To Be Or Not To Be ... An Independent Child Object Transform

Hello folks,

I need to pick some ideas over here. So this is the situation:

I have a scene (RPG View - Not Top Down, think Chrono Trigger) with a guy, who’s got a parent playerObject, and two child objects, Player (for the sprite), Shadow(Feet). The Player and Shadow are just sprite renderers without rigidbodies. The Shadow has a box collider with a trigger set on.

Currently, the parent object has it all - the playerController, the necessary box colliders, rigidbody2D, except for a sprite renderer.

So far I have managed to get my guy running, even JUMPING (I am so excited about this since I figured this one out by my self),attack animations what not. Last night I came up with a “Falling” Logic.

This was all possible because I can animate the sprite in Player independent of the shadow (Just move the transform.position.y +/-, while checking for the object’s localPosition relative to the parent), and similarly, the falling logic as well - keep the shadow still down, move the Parent Object down relative to the shadow.

However with that second one, the falling logic, I cannot move the shadow up and down (but I can make it move left and right) because to keep the shadow still in its y axis and NOT move with the parent as the parent moves down towards it.

Here’s my thought right now: What if I remove the rigidbody2d from the parent, remove the colliders, and script, and move the rigidbody2d to the Player and Shadow children, put the big colliders in the Player, and necessary one for Shadow to prevent NOT colliding with anything, and then move these two children independent from each other by placing a Movement script that can be used by either of them, a Jump script for the Player object, a fall script for the Player/Shadow and NOT have anything on the parent? But if I do this, disadvantage would be that I would need to make sure Player and Shadow transforms are in sync.
Advantage would be the jumping and falling logic would be easily maintained by keeping them in separate scripts.

In most tutorials they have one giant playerController script that handles everything of a player object.
Is it realistic to separate the controller script into chunks for movement,jumping,falling,attacking and allocate them to necessary Objects? This would make them re-usable right? But why don’t tutorials encourage this?

[Sorry for the long thread, I’ve been losing sleep for the last few days because of this so I want to pick your brain on this.Thank you.]

In that case, what do you need the parent for? You could just make the player and the shadow two separate objects.

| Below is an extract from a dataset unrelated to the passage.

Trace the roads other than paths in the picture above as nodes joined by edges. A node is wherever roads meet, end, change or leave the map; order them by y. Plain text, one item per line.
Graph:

Very much so, if that’s what you need.

Tutorials are short. Tutorials are usually meant to teach one specific thing in isolation. If they tried to go and make everything modular and scalable that would distract from the main focus of the tutorial. You should always consider tutorials as the simplest, most bare-minimum, stripped-down example of how to do something just to illustrate the concept. They’re never going to be a realistic example of how a real game would work.

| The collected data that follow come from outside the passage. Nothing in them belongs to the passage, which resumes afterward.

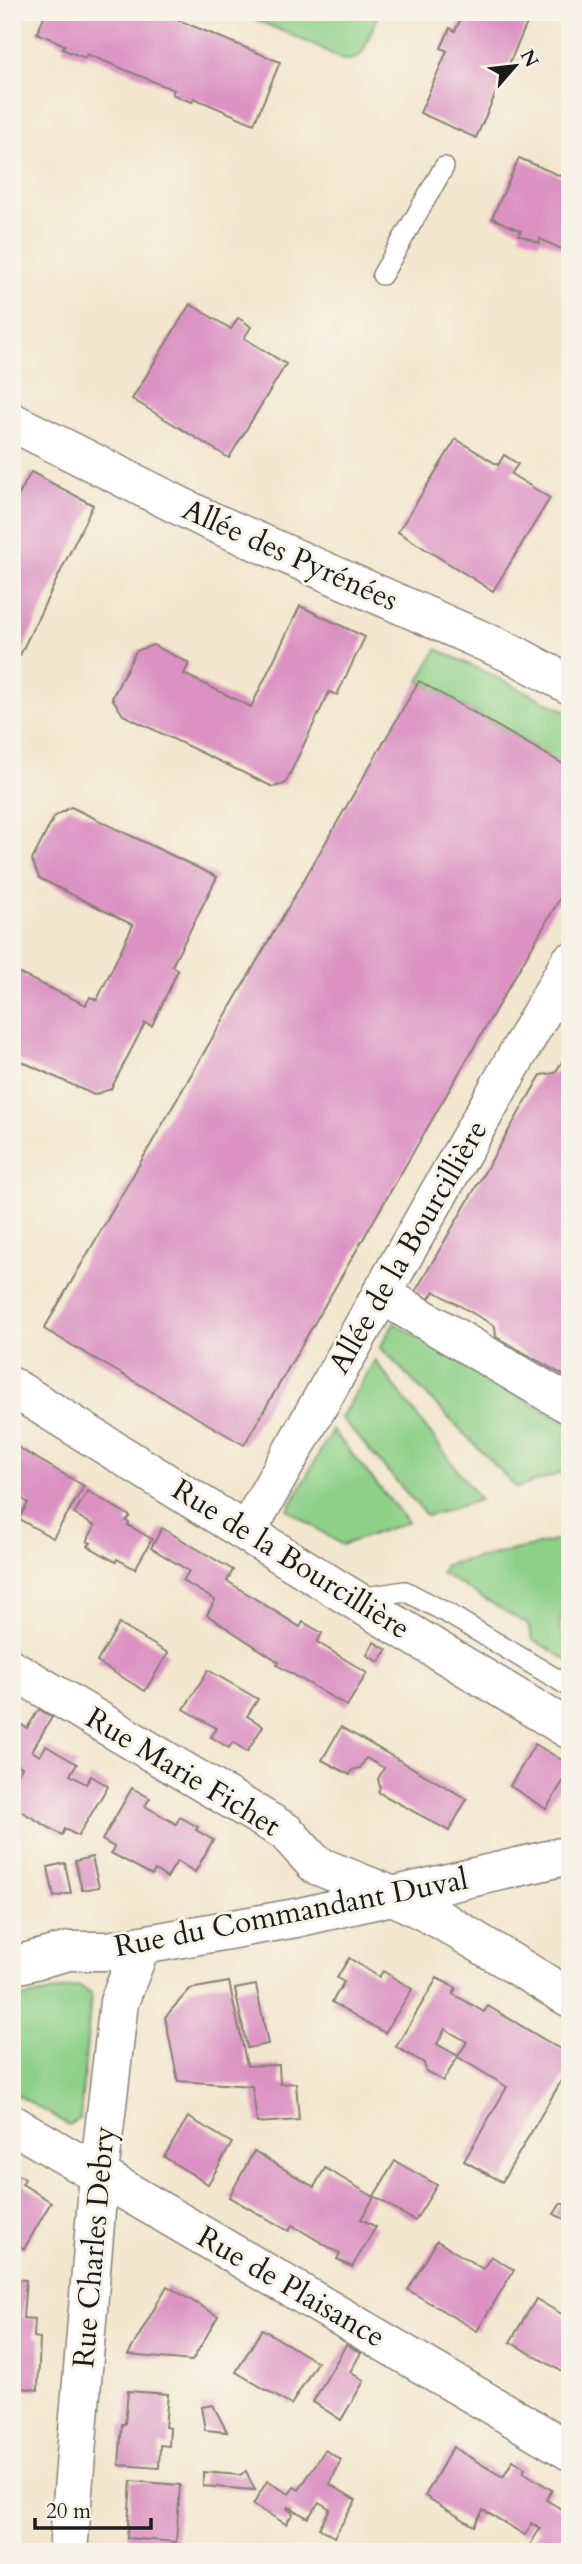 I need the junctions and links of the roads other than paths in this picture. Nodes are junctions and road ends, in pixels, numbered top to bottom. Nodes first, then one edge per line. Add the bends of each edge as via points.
1 (444, 167) dead end
2 (382, 275) dead end
3 (12, 422) edge
4 (570, 685) edge
5 (570, 962) edge
6 (381, 1294) junction
7 (12, 1387) edge
8 (570, 1405) edge
9 (247, 1531) junction
10 (353, 1599) junction
11 (12, 1669) edge
12 (570, 1687) edge
13 (570, 1730) edge
14 (570, 1855) edge
15 (393, 1896) junction
16 (141, 1946) junction
17 (12, 1966) edge
18 (570, 1998) edge
19 (12, 2124) edge
20 (99, 2174) junction
21 (570, 2451) edge
22 (68, 2552) edge

1 - 2 lane
3 - 4 street, Allée des Pyrénées via 206,519 515,655
5 - 6 street, Allée de la Bourcillière
6 - 8 street
6 - 9 street, Allée de la Bourcillière
7 - 9 street, Rue de la Bourcillière
9 - 10 street, Rue de la Bourcillière
10 - 12 lane via 405,1591
10 - 13 street, Rue de la Bourcillière
11 - 15 street, Rue Marie Fichet via 286,1832 316,1865
14 - 15 street, Rue du Commandant Duval
15 - 16 street, Rue du Commandant Duval
15 - 18 street, Rue Marie Fichet
16 - 17 street, Rue du Commandant Duval via 69,1951
16 - 20 street, Rue Charles Debry via 119,2002
19 - 20 street, Rue de Plaisance
20 - 21 street, Rue de Plaisance
20 - 22 street, Rue Charles Debry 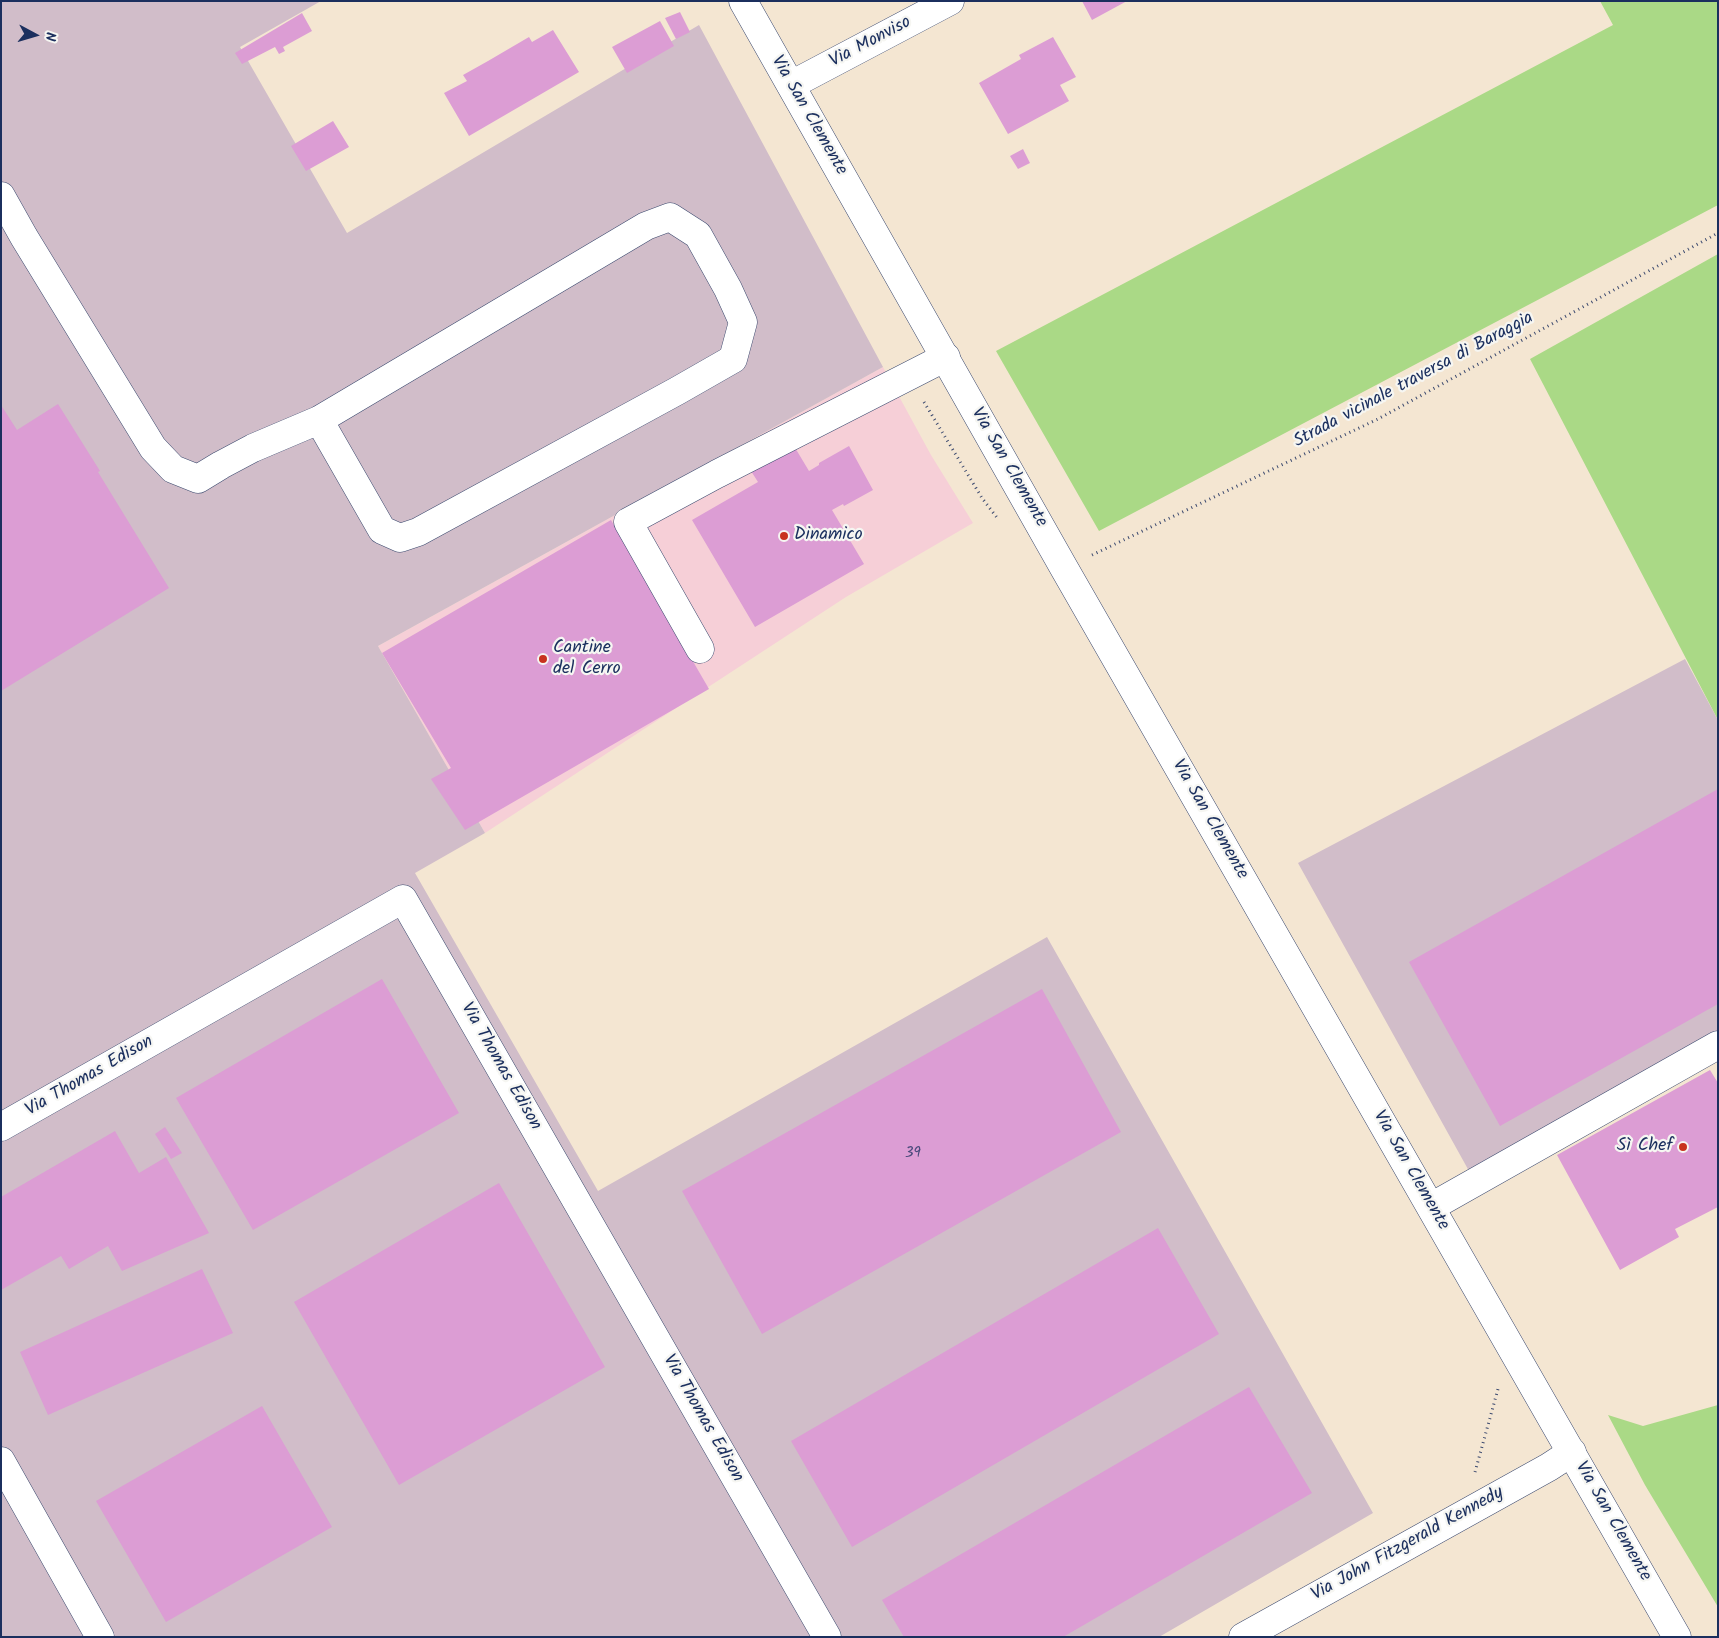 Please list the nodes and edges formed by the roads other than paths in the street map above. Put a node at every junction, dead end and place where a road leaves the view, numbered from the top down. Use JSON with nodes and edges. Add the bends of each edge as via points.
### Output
{"nodes":[{"id":1,"x":743,"y":1,"type":"edge"},
{"id":2,"x":950,"y":1,"type":"edge"},
{"id":3,"x":791,"y":85,"type":"junction"},
{"id":4,"x":1,"y":196,"type":"edge"},
{"id":5,"x":946,"y":357,"type":"junction"},
{"id":6,"x":319,"y":420,"type":"junction"},
{"id":7,"x":700,"y":649,"type":"dead end"},
{"id":8,"x":1718,"y":1045,"type":"edge"},
{"id":9,"x":1,"y":1127,"type":"edge"},
{"id":10,"x":1431,"y":1207,"type":"junction"},
{"id":11,"x":1572,"y":1452,"type":"junction"},
{"id":12,"x":1,"y":1461,"type":"edge"},
{"id":13,"x":100,"y":1637,"type":"edge"},
{"id":14,"x":827,"y":1637,"type":"edge"},
{"id":15,"x":1243,"y":1637,"type":"edge"},
{"id":16,"x":1677,"y":1637,"type":"edge"}],
"edges":[{"from":1,"to":3,"type":"street","name":"Via San Clemente"},
{"from":2,"to":3,"type":"street","name":"Via Monviso"},
{"from":3,"to":5,"type":"street","name":"Via San Clemente"},
{"from":4,"to":6,"type":"street","via":[[153,448],[173,468],[198,478],[253,448]]},
{"from":5,"to":7,"type":"street","via":[[628,522]]},
{"from":5,"to":10,"type":"street","name":"Via San Clemente"},
{"from":6,"to":6,"type":"street","via":[[646,226],[670,217],[698,235],[742,322],[733,359],[427,527],[400,538],[382,530]]},
{"from":8,"to":10,"type":"street"},
{"from":9,"to":14,"type":"street","name":"Via Thomas Edison","via":[[403,899]]},
{"from":10,"to":11,"type":"street","name":"Via San Clemente"},
{"from":11,"to":15,"type":"street","name":"Via John Fitzgerald Kennedy","via":[[1549,1468]]},
{"from":11,"to":16,"type":"street","name":"Via San Clemente"},
{"from":12,"to":13,"type":"street"}]}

Edit: Just to add to my tutorial rant- putting all of your movement in to a single script is not necessarily even the wrong way to to do it. There’s no single right or wrong way to organize your movement code for any type of game. It all depends on your specific requirements.

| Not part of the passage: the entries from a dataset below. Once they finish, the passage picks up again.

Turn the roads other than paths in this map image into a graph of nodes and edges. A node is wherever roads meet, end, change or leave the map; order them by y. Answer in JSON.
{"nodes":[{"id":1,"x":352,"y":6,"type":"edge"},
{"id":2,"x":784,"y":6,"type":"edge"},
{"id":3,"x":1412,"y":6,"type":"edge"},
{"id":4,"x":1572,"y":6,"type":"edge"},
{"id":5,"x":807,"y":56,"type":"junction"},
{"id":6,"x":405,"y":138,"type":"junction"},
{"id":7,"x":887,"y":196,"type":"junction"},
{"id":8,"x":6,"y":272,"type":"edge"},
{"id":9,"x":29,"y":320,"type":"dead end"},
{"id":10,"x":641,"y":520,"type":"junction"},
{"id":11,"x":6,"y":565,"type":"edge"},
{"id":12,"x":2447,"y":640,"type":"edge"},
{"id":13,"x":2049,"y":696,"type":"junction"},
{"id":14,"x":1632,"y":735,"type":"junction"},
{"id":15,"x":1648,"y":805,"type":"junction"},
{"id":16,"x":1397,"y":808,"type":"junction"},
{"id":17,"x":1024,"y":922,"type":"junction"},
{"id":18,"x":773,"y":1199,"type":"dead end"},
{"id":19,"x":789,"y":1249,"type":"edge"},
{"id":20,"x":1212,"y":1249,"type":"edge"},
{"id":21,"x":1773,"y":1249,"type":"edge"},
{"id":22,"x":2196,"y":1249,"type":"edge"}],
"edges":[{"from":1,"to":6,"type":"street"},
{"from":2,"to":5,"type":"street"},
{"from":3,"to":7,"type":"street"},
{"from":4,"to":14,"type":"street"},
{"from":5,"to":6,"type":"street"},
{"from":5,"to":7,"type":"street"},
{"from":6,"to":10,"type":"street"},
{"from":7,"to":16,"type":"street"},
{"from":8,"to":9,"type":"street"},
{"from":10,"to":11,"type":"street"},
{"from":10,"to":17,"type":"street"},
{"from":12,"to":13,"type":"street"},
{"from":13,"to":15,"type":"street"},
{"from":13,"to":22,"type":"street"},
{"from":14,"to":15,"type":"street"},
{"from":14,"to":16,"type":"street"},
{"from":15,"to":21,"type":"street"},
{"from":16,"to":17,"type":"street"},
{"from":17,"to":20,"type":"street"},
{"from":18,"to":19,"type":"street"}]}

The reason being, in the event I would require colliders in the parent object to interact with other objects in the world? Would that make sense?I was thinking it from the approach that the parentObject, is the vessel for the sprite(the body), and the shadow(the ground upon which the body SHOULD stay upon).

I 100% agree that tutorials are not an implication of what a real game should work like. I understood this as I was working with coming up with the jump mechanic. It’s almost non existent online, the algorithm to get a jump in a top down properly work. But I thought “controller” scripts are always that, controller scripts that constituted everything belonging to an object with a movable property. But the more I work with these objects for “Depth sorting” “Triggering transparency of objects when player/other objects are behind others” etc, I was finding it easier to write them in separate scripts and attach those scripts to whatever object required that “property of physics”. I was just wondering then why they don’t have a tutorial on displaying such a workflow. I am having to come up with my own work flow which is why I decided to come here finally. To see others’ perspective how they organized their scripts/objects.

I thought you said you were moving the colliders to the player. Are you anticipating the need for both the player and the parent to have colliders?

Right, so let me think this… the reason I had a parent before was the children depended on the parent’s rigidbody, so the colliders in the Player and Shadow were irrelvant, since the parent’s collider would collide objects around to prevent further movement. But now if I have colliders for collision detection and rigidbodies in the children…I’m trying to think if there would be a scenario to have a collider in the parent object. Maybe for trigger events for other objects? Wouldn’t it be easier if I tagged the Parent object with its own “MainObject” tag to trigger certain things with the parent as a whole that would impact the children, right?Maybe I’m thinking this wrong.
If not, I think it would still be nice to have a parent object for organizational purposes anyway, wouldn’t you agree?